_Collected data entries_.
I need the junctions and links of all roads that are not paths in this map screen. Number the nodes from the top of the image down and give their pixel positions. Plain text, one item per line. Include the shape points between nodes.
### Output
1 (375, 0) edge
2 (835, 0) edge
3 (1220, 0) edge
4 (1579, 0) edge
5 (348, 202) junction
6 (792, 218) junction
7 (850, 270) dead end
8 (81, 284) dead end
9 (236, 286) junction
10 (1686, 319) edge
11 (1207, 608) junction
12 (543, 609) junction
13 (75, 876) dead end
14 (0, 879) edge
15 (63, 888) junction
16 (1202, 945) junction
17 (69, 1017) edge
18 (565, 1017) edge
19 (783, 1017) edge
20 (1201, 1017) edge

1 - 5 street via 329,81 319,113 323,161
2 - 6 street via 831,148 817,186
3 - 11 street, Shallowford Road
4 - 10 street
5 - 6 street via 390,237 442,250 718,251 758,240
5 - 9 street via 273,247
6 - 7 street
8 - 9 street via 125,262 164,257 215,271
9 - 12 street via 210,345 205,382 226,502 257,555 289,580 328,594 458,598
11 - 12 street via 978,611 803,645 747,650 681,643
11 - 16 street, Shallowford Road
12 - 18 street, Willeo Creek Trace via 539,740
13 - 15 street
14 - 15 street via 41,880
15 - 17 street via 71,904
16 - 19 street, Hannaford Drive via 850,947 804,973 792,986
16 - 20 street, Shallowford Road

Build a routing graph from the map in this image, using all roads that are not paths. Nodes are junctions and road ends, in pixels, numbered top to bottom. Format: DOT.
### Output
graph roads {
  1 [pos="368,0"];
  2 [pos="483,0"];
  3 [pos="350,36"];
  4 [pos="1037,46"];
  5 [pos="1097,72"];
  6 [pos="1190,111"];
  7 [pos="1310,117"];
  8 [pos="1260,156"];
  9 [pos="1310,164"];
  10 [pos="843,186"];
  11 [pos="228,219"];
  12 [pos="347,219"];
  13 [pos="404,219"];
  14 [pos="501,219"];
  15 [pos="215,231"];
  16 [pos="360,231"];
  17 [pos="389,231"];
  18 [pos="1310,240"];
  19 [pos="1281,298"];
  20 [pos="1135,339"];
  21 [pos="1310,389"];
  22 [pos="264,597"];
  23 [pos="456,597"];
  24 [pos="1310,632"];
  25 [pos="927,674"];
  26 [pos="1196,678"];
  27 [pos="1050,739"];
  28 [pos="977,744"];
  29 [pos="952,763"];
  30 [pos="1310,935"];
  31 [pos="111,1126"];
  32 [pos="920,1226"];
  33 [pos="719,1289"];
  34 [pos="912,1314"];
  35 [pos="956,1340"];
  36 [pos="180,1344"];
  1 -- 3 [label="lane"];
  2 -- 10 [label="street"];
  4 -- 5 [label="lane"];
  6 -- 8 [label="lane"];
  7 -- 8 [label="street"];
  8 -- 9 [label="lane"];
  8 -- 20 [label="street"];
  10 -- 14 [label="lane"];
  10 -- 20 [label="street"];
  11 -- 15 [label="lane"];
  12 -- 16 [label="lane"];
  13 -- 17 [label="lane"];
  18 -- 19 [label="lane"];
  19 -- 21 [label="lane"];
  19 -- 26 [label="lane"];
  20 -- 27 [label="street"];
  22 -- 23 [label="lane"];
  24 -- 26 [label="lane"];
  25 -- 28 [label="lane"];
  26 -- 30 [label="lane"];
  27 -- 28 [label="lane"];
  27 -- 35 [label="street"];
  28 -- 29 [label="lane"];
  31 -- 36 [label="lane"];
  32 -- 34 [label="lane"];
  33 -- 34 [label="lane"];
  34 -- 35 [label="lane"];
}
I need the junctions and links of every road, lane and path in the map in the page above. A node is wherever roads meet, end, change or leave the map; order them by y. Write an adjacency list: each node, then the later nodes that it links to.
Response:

_EXERCISE DESCRIPTION_. Among the lines of the data, identify those with the word "from". Copy each of them.

_EXPECTED ANSWER_.
I need the junctions and links of all roads that are not paths in this map screen. Number the nodes from the top of the image down and give their pixel positions. Plain text, one item per line. Include the shape points between nodes.
Build a routing graph from the map in this image, using all roads that are not paths. Nodes are junctions and road ends, in pixels, numbered top to bottom. Format: DOT.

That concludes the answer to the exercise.